Entries shown START

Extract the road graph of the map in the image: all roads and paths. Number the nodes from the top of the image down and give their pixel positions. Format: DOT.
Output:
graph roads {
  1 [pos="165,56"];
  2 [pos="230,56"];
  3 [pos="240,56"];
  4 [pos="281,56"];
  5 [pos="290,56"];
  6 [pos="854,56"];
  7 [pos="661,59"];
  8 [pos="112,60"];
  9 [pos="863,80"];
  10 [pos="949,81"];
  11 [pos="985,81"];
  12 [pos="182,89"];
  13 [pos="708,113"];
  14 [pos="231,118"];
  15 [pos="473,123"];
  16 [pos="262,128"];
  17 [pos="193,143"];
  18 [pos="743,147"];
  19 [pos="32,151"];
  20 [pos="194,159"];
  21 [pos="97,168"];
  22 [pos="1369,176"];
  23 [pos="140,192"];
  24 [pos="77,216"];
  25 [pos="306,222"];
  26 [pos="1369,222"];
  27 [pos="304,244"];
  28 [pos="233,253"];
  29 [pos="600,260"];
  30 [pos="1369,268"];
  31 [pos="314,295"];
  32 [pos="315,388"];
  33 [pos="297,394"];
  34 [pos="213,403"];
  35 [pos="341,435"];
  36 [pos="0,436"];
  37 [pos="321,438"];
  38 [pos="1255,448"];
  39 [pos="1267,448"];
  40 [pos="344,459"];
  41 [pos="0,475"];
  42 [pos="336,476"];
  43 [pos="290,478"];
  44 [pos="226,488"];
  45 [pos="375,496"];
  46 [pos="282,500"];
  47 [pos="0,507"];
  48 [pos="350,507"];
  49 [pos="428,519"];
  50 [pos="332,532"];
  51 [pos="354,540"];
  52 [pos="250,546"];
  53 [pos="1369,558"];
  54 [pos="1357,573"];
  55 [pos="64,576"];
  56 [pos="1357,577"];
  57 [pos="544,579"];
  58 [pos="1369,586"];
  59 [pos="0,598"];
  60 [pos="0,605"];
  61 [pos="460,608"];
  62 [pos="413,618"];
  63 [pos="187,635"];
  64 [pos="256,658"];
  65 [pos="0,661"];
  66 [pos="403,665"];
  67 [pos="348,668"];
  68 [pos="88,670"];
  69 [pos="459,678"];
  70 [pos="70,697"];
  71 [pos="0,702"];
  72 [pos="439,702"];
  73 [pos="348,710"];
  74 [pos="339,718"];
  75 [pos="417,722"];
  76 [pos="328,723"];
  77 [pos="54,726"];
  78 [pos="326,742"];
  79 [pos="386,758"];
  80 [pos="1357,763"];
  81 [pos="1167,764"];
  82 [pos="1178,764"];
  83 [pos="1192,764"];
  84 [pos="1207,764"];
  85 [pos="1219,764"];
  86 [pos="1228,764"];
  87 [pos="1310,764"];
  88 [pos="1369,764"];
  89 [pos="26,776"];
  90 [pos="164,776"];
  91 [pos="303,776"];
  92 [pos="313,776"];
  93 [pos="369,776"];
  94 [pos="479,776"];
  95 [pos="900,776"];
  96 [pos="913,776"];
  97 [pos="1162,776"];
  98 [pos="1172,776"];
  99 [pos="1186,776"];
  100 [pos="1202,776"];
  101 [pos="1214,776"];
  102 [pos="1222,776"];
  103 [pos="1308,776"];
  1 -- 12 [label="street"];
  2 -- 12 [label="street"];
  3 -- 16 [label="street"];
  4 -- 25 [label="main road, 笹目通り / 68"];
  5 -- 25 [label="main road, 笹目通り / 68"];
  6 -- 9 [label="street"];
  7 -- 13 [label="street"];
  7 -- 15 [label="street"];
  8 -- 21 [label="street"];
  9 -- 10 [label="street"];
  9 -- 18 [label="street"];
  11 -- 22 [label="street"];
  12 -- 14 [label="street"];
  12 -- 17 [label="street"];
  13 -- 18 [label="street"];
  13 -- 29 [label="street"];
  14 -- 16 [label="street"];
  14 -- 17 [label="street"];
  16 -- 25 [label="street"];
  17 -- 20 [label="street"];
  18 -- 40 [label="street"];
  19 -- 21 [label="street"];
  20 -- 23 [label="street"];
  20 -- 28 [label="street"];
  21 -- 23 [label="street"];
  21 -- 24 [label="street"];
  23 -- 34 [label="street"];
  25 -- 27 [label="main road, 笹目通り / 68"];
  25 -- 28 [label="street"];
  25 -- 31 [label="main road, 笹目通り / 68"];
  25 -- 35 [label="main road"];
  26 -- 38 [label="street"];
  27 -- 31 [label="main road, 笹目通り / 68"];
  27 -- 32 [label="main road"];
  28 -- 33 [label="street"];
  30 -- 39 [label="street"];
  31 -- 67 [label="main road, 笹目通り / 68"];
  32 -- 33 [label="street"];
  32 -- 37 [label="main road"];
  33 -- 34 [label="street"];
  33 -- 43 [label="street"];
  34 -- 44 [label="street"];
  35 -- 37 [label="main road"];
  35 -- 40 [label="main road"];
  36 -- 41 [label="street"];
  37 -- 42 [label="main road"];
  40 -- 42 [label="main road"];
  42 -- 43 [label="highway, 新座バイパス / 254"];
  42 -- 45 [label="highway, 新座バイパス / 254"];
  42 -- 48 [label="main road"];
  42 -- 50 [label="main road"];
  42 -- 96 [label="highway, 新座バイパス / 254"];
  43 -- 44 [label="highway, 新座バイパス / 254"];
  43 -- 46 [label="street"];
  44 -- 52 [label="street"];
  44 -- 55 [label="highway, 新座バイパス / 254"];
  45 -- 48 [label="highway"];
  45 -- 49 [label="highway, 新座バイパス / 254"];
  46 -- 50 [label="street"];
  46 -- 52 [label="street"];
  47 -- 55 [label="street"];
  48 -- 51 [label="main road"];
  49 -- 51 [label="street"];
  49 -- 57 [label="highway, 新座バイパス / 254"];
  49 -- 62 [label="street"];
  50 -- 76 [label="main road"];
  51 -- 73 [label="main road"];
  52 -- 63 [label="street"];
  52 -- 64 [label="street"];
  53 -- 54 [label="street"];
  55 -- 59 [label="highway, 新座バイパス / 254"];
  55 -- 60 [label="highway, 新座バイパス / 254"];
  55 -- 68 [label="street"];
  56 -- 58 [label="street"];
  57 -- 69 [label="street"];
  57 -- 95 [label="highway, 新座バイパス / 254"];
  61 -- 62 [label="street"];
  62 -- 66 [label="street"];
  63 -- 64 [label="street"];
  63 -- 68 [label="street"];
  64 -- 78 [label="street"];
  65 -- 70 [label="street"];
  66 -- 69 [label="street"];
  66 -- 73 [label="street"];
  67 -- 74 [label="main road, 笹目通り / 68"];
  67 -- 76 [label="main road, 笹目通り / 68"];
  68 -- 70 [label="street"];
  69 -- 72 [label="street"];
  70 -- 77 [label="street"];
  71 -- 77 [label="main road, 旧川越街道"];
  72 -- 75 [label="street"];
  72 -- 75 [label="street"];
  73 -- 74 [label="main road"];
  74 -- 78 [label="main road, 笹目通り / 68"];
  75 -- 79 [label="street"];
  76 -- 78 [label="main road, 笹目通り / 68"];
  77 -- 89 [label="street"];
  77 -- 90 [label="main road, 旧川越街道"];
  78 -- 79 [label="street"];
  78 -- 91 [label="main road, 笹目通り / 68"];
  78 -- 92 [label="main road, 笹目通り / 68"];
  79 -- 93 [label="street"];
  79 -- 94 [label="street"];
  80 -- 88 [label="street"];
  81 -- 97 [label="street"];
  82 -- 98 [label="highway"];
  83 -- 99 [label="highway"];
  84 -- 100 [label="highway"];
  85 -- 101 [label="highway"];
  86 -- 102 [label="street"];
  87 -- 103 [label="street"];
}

Entries shown END
Entries shown START

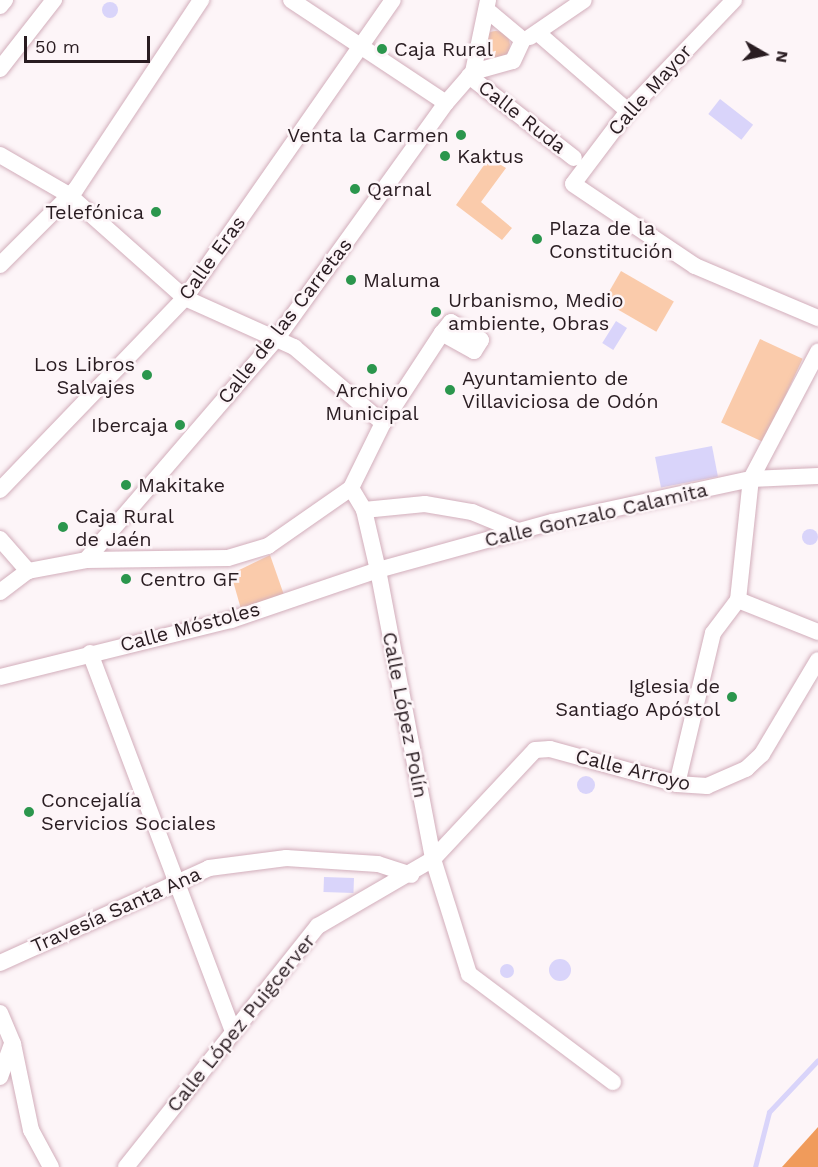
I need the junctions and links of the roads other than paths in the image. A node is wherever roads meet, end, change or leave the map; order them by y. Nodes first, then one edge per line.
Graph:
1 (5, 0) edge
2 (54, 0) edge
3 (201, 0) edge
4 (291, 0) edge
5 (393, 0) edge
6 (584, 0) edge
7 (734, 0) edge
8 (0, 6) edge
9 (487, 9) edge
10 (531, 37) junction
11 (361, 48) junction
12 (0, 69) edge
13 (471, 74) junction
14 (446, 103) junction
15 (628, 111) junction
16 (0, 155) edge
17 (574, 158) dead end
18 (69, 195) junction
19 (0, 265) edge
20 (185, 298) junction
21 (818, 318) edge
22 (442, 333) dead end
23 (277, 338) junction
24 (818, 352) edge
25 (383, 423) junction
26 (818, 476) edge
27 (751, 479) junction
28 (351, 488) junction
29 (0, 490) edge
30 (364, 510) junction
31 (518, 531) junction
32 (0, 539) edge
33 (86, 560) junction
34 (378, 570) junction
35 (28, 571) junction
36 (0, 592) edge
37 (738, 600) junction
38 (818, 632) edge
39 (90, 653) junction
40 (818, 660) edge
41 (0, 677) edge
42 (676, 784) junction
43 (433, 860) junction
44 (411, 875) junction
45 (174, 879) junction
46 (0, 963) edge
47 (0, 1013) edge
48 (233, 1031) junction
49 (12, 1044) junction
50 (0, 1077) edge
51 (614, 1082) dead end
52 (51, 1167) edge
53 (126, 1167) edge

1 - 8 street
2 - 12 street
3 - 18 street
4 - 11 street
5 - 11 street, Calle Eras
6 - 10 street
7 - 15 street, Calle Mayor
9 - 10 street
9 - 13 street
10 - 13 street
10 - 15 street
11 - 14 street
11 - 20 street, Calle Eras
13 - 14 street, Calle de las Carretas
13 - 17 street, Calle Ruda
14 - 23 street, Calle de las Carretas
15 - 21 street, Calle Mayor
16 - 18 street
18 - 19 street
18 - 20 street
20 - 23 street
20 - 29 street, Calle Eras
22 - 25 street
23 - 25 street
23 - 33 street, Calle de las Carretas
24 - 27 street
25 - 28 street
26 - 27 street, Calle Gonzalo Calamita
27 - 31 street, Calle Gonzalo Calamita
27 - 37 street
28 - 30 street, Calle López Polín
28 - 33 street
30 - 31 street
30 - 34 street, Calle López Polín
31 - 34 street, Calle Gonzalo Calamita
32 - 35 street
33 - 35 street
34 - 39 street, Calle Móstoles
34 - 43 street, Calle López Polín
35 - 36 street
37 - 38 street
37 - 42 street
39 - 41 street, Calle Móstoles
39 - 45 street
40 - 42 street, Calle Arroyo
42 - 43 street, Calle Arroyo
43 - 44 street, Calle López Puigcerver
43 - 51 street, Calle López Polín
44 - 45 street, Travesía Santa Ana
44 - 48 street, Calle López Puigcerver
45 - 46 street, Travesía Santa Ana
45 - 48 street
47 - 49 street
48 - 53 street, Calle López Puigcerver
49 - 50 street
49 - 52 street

Entries shown END

◆ **Work task**: Whenever "roads" occurs in a line of the entries, copy that line.

◆ **Answer section**:
Extract the road graph of the map in the image: all roads and paths. Number the nodes from the top of the image down and give their pixel positions. Format: DOT.
graph roads {
I need the junctions and links of the roads other than paths in the image. A node is wherever roads meet, end, change or leave the map; order them by y. Nodes first, then one edge per line.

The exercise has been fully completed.